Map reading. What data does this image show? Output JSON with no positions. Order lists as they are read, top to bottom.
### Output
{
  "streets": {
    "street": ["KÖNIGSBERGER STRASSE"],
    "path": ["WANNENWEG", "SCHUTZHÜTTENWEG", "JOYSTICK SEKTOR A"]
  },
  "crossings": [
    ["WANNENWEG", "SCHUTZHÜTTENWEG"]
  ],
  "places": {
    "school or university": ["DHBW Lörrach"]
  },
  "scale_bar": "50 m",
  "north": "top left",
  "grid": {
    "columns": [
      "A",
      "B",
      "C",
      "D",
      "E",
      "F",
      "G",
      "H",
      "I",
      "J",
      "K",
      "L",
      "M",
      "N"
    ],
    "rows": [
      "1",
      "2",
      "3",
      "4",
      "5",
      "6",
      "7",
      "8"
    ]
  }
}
..............................
◆ **What is being asked**
The material above needs to be copied out in full, exactly as given.

◆ **Worked solution**
Map reading. What data does this image show? Output JSON with no positions. Order lists as they are read, top to bottom.
### Output
{
  "streets": {
    "street": ["KÖNIGSBERGER STRASSE"],
    "path": ["WANNENWEG", "SCHUTZHÜTTENWEG", "JOYSTICK SEKTOR A"]
  },
  "crossings": [
    ["WANNENWEG", "SCHUTZHÜTTENWEG"]
  ],
  "places": {
    "school or university": ["DHBW Lörrach"]
  },
  "scale_bar": "50 m",
  "north": "top left",
  "grid": {
    "columns": [
      "A",
      "B",
      "C",
      "D",
      "E",
      "F",
      "G",
      "H",
      "I",
      "J",
      "K",
      "L",
      "M",
      "N"
    ],
    "rows": [
      "1",
      "2",
      "3",
      "4",
      "5",
      "6",
      "7",
      "8"
    ]
  }
}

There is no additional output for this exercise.